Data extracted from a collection
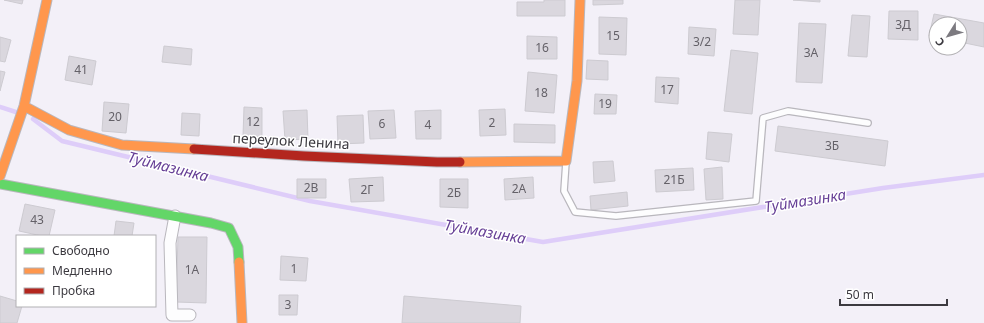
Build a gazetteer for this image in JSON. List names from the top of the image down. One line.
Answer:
{"streets":{"street":["переулок Ленина"]},"water":["Туймазинка"],"house_numbers":["3Д","15","3/2","16","3А","41","17","18","19","20","12","2","6","4","3Б","21Б","2В","2А","2Г","2Б","43","1","1А","3"],"legend":["Свободно","Медленно","Пробка"],"scale_bar":"50 m","north":"bottom left"}
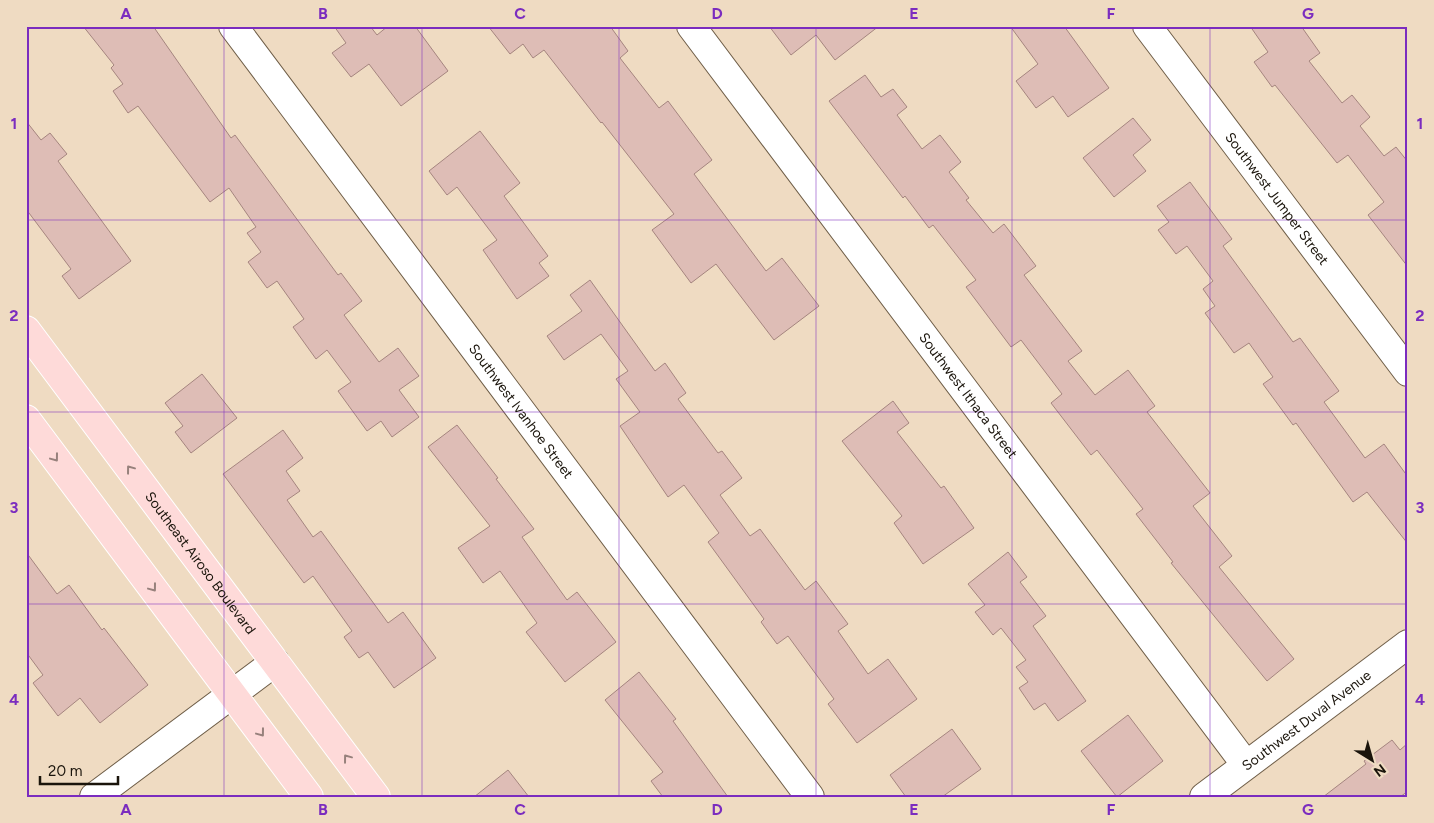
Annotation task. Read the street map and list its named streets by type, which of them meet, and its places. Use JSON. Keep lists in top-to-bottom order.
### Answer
{
  "streets": {
    "main road": ["Southeast Airoso Boulevard"],
    "street": [
      "Southwest Jumper Street",
      "Southwest Ithaca Street",
      "Southwest Ivanhoe Street",
      "Southwest Duval Avenue"
    ]
  },
  "crossings": [
    ["Southwest Ithaca Street", "Southwest Duval Avenue"]
  ],
  "scale_bar": "20 m",
  "north": "bottom right",
  "grid": {
    "columns": [
      "A",
      "B",
      "C",
      "D",
      "E",
      "F",
      "G"
    ],
    "rows": [
      "1",
      "2",
      "3",
      "4"
    ]
  }
}
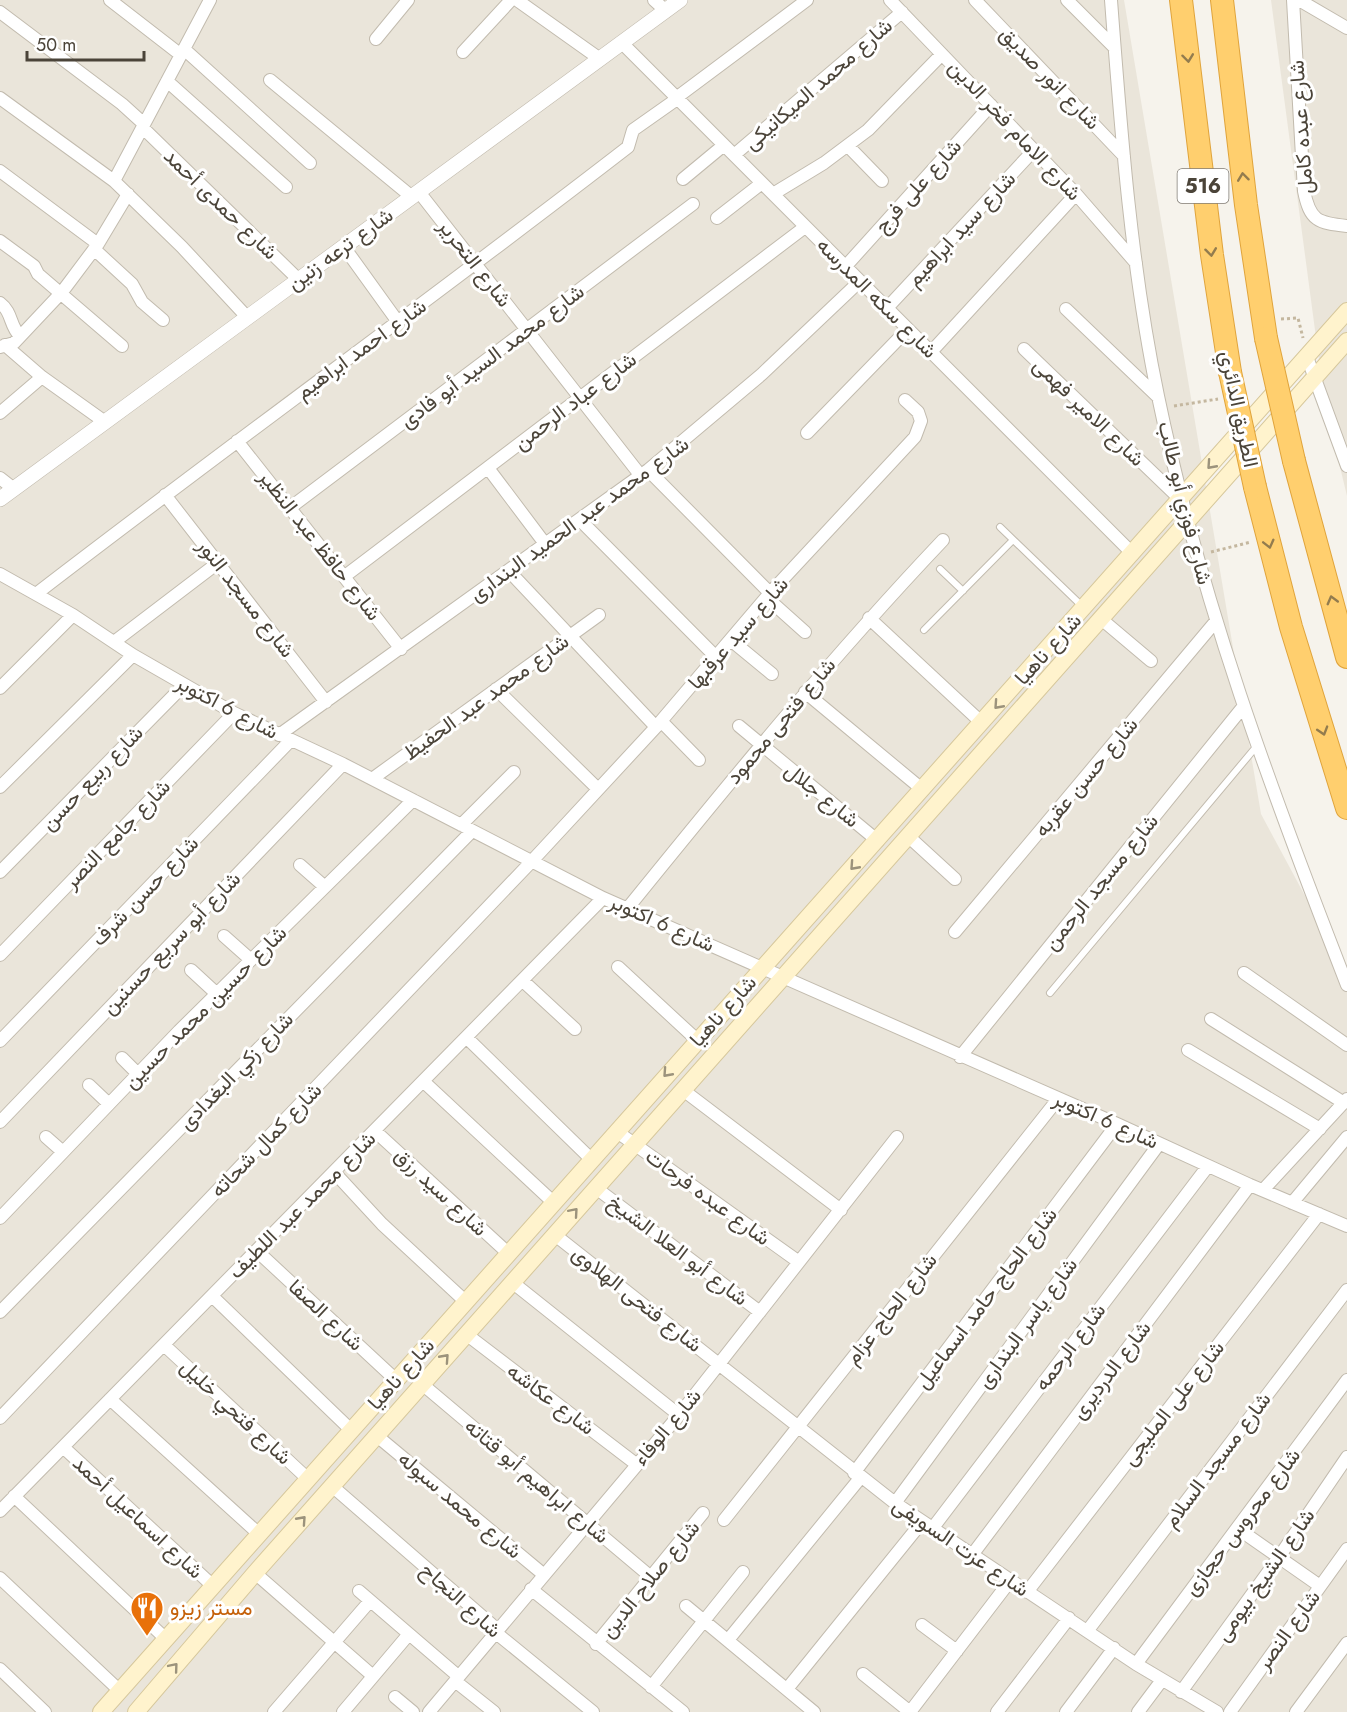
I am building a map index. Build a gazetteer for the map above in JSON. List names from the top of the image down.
{
  "streets": {
    "highway": ["516", "الطريق الدائري"],
    "main road": ["شارع ناهيا"],
    "street": [
      "شارع انور صديق",
      "شارع محمد الميكانيكى",
      "شارع عبده كامل",
      "شارع الامام فخر الدين",
      "شارع على فرج",
      "شارع حمدى أحمد",
      "شارع سيد ابراهيم",
      "شارع ترعه زنين",
      "شارع التحرير",
      "شارع سكه المدرسه",
      "شارع احمد ابراهيم",
      "شارع محمد السيد أبو فادى",
      "شارع عباد الرحمن",
      "شارع الامير فهمى",
      "شارع فوزي أبو طالب",
      "شارع محمد عبد الحميد البندارى",
      "شارع حافظ عبد النظير",
      "شارع مسجد النور",
      "شارع سيد عرقبها",
      "شارع محمد عبد الحفيظ",
      "شارع 6 اكتوبر",
      "شارع فتحى محمود",
      "شارع حسن عقربه",
      "شارع ربيع حسن",
      "شارع جلال",
      "شارع جامع النصر",
      "شارع مسجد الرحمن",
      "شارع حسن شرف",
      "شارع أبو سريع حسنين",
      "شارع حسين محمد حسين",
      "شارع زكي البغدادى",
      "شارع كمال شحاته",
      "شارع سيد رزق",
      "شارع عبده فرحات",
      "شارع محمد عبد اللطيف",
      "شارع أبو العلا الشيخ",
      "شارع الحاج حامد اسماعيل",
      "شارع فتحى الهلاوى",
      "شارع الحاج عزام",
      "شارع الصفا",
      "شارع ياسر البندارى",
      "شارع الرحمه",
      "شارع الدرديرى",
      "شارع عكاشه",
      "شارع على المليجى",
      "شارع فتحي خليل",
      "شارع الوفاء",
      "شارع مسجد السلام",
      "شارع ابراهيم أبو قتاته",
      "شارع محمد سبوله",
      "شارع اسماعيل أحمد",
      "شارع محروس حجازى",
      "شارع عزت السويفى",
      "شارع الشيخ بيومى",
      "شارع صلاح الدين",
      "شارع النجاح",
      "شارع النصر"
    ]
  },
  "crossings": [
    ["شارع انور صديق", "شارع فوزي أبو طالب"],
    ["شارع محمد الميكانيكى", "شارع الامام فخر الدين"],
    ["شارع محمد الميكانيكى", "شارع سكه المدرسه"],
    ["شارع الامام فخر الدين", "شارع على فرج"],
    ["شارع الامام فخر الدين", "شارع سيد ابراهيم"],
    ["شارع الامام فخر الدين", "شارع فوزي أبو طالب"],
    ["شارع على فرج", "شارع سكه المدرسه"],
    ["شارع حمدى أحمد", "شارع ترعه زنين"],
    ["شارع سيد ابراهيم", "شارع سكه المدرسه"],
    ["شارع ترعه زنين", "شارع التحرير"],
    ["شارع ترعه زنين", "شارع سكه المدرسه"],
    ["شارع التحرير", "شارع احمد ابراهيم"],
    ["شارع التحرير", "شارع محمد السيد أبو فادى"],
    ["شارع التحرير", "شارع عباد الرحمن"],
    ["شارع التحرير", "شارع محمد عبد الحميد البندارى"],
    ["شارع التحرير", "شارع سيد عرقبها"],
    ["شارع سكه المدرسه", "شارع احمد ابراهيم"],
    ["شارع سكه المدرسه", "شارع عباد الرحمن"],
    ["شارع سكه المدرسه", "شارع محمد عبد الحميد البندارى"],
    ["شارع سكه المدرسه", "شارع ناهيا"],
    ["شارع احمد ابراهيم", "شارع حافظ عبد النظير"],
    ["شارع احمد ابراهيم", "شارع مسجد النور"],
    ["شارع احمد ابراهيم", "شارع 6 اكتوبر"],
    ["شارع محمد السيد أبو فادى", "شارع حافظ عبد النظير"],
    ["شارع عباد الرحمن", "شارع حافظ عبد النظير"],
    ["شارع الامير فهمى", "شارع فوزي أبو طالب"],
    ["شارع الامير فهمى", "شارع ناهيا"],
    ["شارع فوزي أبو طالب", "شارع ناهيا"],
    ["شارع فوزي أبو طالب", "شارع حسن عقربه"],
    ["شارع فوزي أبو طالب", "شارع مسجد الرحمن"],
    ["شارع محمد عبد الحميد البندارى", "شارع حافظ عبد النظير"],
    ["شارع محمد عبد الحميد البندارى", "شارع مسجد النور"],
    ["شارع محمد عبد الحميد البندارى", "شارع 6 اكتوبر"],
    ["شارع محمد عبد الحميد البندارى", "شارع حسن شرف"],
    ["شارع سيد عرقبها", "شارع 6 اكتوبر"],
    ["شارع سيد عرقبها", "شارع كمال شحاته"],
    ["شارع ناهيا", "شارع 6 اكتوبر"],
    ["شارع ناهيا", "شارع جلال"],
    ["شارع ناهيا", "شارع سيد رزق"],
    ["شارع ناهيا", "شارع عبده فرحات"],
    ["شارع ناهيا", "شارع أبو العلا الشيخ"],
    ["شارع ناهيا", "شارع فتحى الهلاوى"],
    ["شارع ناهيا", "شارع الصفا"],
    ["شارع ناهيا", "شارع عكاشه"],
    ["شارع ناهيا", "شارع فتحي خليل"],
    ["شارع ناهيا", "شارع ابراهيم أبو قتاته"],
    ["شارع ناهيا", "شارع محمد سبوله"],
    ["شارع ناهيا", "شارع اسماعيل أحمد"],
    ["شارع ناهيا", "شارع النجاح"],
    ["شارع محمد عبد الحفيظ", "شارع 6 اكتوبر"],
    ["شارع 6 اكتوبر", "شارع فتحى محمود"],
    ["شارع 6 اكتوبر", "شارع ربيع حسن"],
    ["شارع 6 اكتوبر", "شارع جامع النصر"],
    ["شارع 6 اكتوبر", "شارع مسجد الرحمن"],
    ["شارع 6 اكتوبر", "شارع حسن شرف"],
    ["شارع 6 اكتوبر", "شارع أبو سريع حسنين"],
    ["شارع 6 اكتوبر", "شارع حسين محمد حسين"],
    ["شارع 6 اكتوبر", "شارع زكي البغدادى"],
    ["شارع 6 اكتوبر", "شارع كمال شحاته"],
    ["شارع 6 اكتوبر", "شارع محمد عبد اللطيف"],
    ["شارع 6 اكتوبر", "شارع الحاج حامد اسماعيل"],
    ["شارع 6 اكتوبر", "شارع الحاج عزام"],
    ["شارع 6 اكتوبر", "شارع ياسر البندارى"],
    ["شارع 6 اكتوبر", "شارع الرحمه"],
    ["شارع 6 اكتوبر", "شارع الدرديرى"],
    ["شارع 6 اكتوبر", "شارع على المليجى"],
    ["شارع فتحى محمود", "شارع جلال"],
    ["شارع سيد رزق", "شارع محمد عبد اللطيف"],
    ["شارع عبده فرحات", "شارع الوفاء"],
    ["شارع محمد عبد اللطيف", "شارع الصفا"],
    ["شارع محمد عبد اللطيف", "شارع فتحي خليل"],
    ["شارع محمد عبد اللطيف", "شارع اسماعيل أحمد"],
    ["شارع أبو العلا الشيخ", "شارع الوفاء"],
    ["شارع الحاج حامد اسماعيل", "شارع عزت السويفى"],
    ["شارع فتحى الهلاوى", "شارع الوفاء"],
    ["شارع فتحى الهلاوى", "شارع عزت السويفى"],
    ["شارع الحاج عزام", "شارع عزت السويفى"],
    ["شارع ياسر البندارى", "شارع عزت السويفى"],
    ["شارع الرحمه", "شارع عزت السويفى"],
    ["شارع الدرديرى", "شارع عزت السويفى"],
    ["شارع عكاشه", "شارع الوفاء"],
    ["شارع على المليجى", "شارع عزت السويفى"],
    ["شارع الوفاء", "شارع ابراهيم أبو قتاته"],
    ["شارع الوفاء", "شارع محمد سبوله"],
    ["شارع الوفاء", "شارع عزت السويفى"],
    ["شارع الوفاء", "شارع النجاح"],
    ["شارع مسجد السلام", "شارع عزت السويفى"],
    ["شارع ابراهيم أبو قتاته", "شارع صلاح الدين"],
    ["شارع محروس حجازى", "شارع عزت السويفى"],
    ["شارع عزت السويفى", "شارع الشيخ بيومى"]
  ],
  "places": {
    "restaurant": ["مستر زيزو"]
  },
  "scale_bar": "50 m"
}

__Exercise instructions__: Return a copy of every line in the records that includes the string "انور".

__Exercise output__:
      "شارع انور صديق",
    ["شارع انور صديق", "شارع فوزي أبو طالب"],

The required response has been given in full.